The 21C was the brainchild of Laura Lee Brown and Steve Wilson, who worked with Lexington-based Gray Construction to create the museum/hotel by renovating and connecting four century-old buildings.
The complex is not far from developer Bill Weyland's Glassworks art and office complex and the Louisville Slugger factory and museum. They are all on Louisville's West Main Street, in renovated old buildings that less-imaginative developers would have demolished.
These attractions have sparked a vibrant entertainment district, popular with locals and visitors alike. Last year, the American Planning Association named West Main Street one of the nation's 10 best streets.
Gray Construction's president, Lexington Vice Mayor Jim Gray, worked closely with Brown and Wilson to create 21C — and it wasn't easy. Some of the buildings needed new foundations and steel reinforcement. "There was one day when we almost lost one of them," he said.
But Brown and Wilson never considered tearing down the old buildings, Gray said. And it wasn't just because the $180-a-square-foot cost of renovation was cheaper than new construction.
"They knew that the character of the old buildings was what would inspire and create the energy for the project," Gray said. "Within the frame of the old buildings they were going to create something new and contemporary and inspiring."
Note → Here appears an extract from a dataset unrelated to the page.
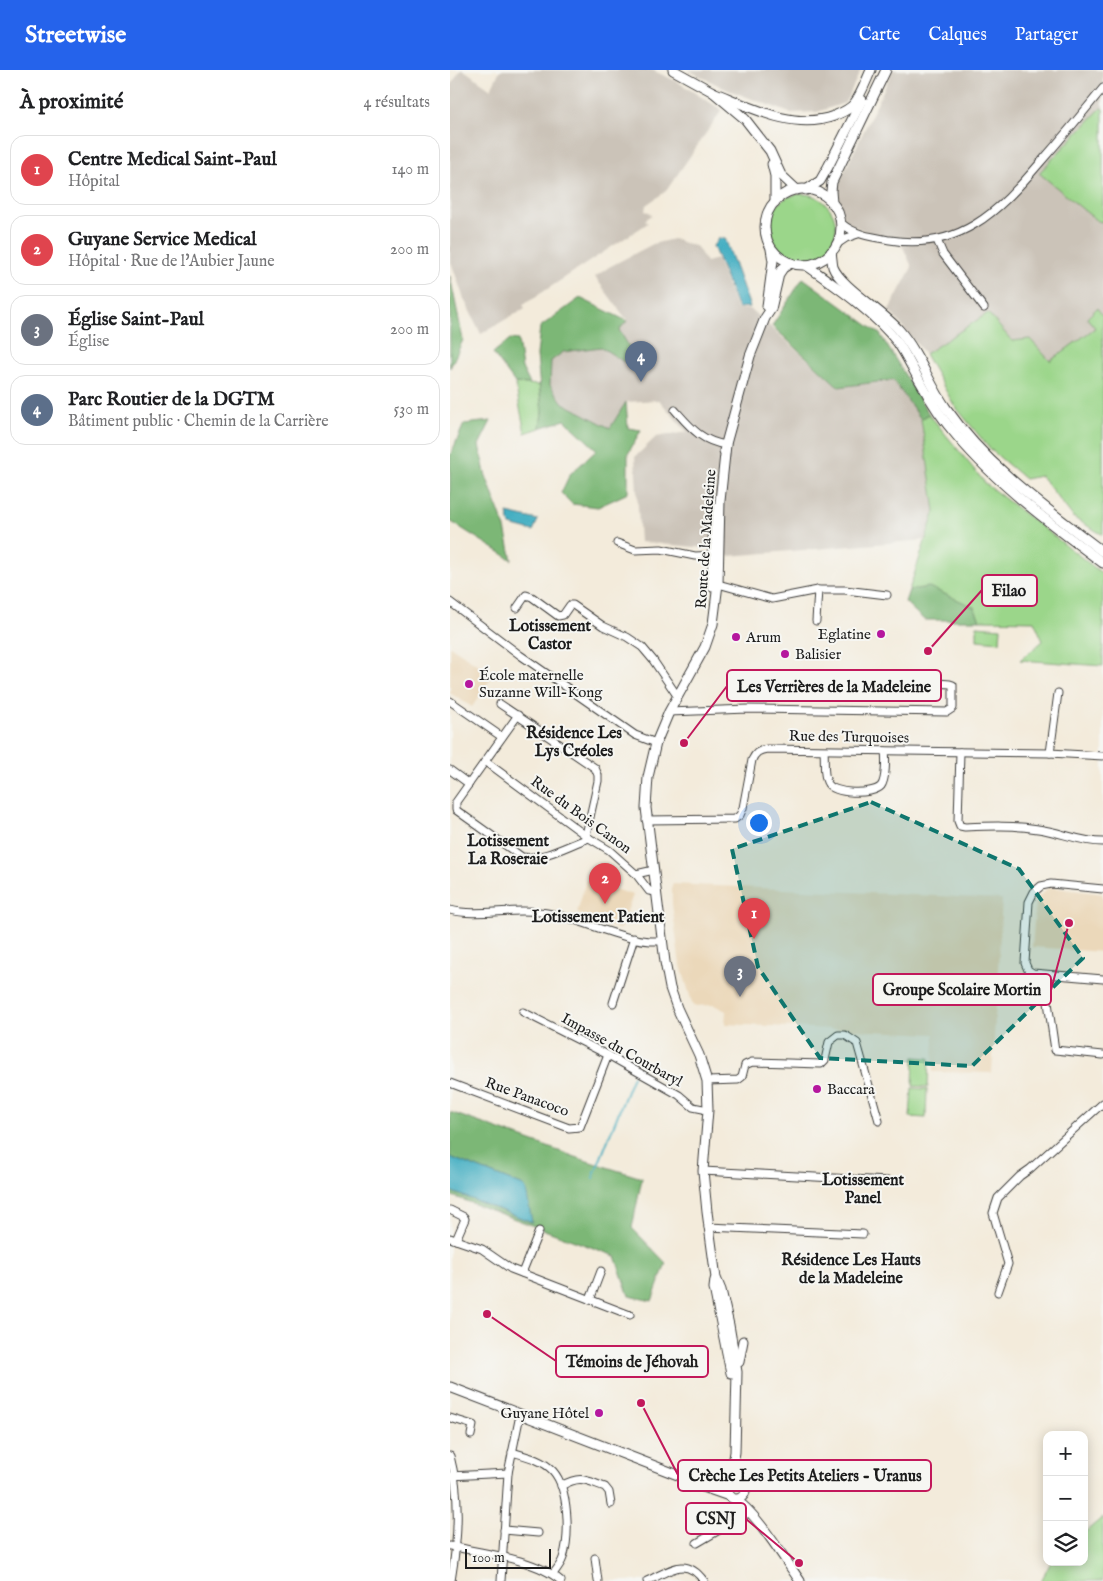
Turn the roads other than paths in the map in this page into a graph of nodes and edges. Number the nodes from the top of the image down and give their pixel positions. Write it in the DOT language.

Last year, during Lexington's debate over the now-stalled CentrePointe project, Gray often mentioned 21C as an alternative approach to the generic skyscraper that developer Dudley Webb planned. Webb could create something special by saving some of the 14 old buildings he wanted to tear down and weaving them into a quality piece of contemporary architecture.
Webb wasn't interested. The old buildings weren't worth saving, he said, even though renovation would have been cheaper than new construction.
So here we are, more than a year later. The block has been cleared of 180 years of Lexington history. CentrePointe is stalled and probably dead. Louisville has 21C and a lot of national buzz. Lexington has a pasture in the middle of town and a missed opportunity.
But it's not Lexington's only opportunity.
A few blocks away, developer Barry McNees is scraping together money to create the Lexington Distillery District. His vision is to renovate two abandoned bourbon distilleries and other industrial buildings in one of the city's long-neglected neighborhoods. They would become the nucleus for a mixed-use neighborhood reflecting Lexington's heritage and authentic culture.
The Distillery District is struggling amid the credit crunch. Still, the 150-year-old Old Tarr Distillery warehouse has become Buster's, a popular nightclub. Galleries and artists' studios are sprouting nearby.
"You clean that place up and it's a destination," Gray said of the Distillery District. "There's nothing like it in Lexington, and that's what appeals to people."
So here's the question for Mayor Jim Newberry's administration and Lexington's business leadership: Where should this city place its bet? Will a prosperous future look more like what's happening on Louisville's West Main Street, or what's been happening for 30 years on Lexington's West Main Street?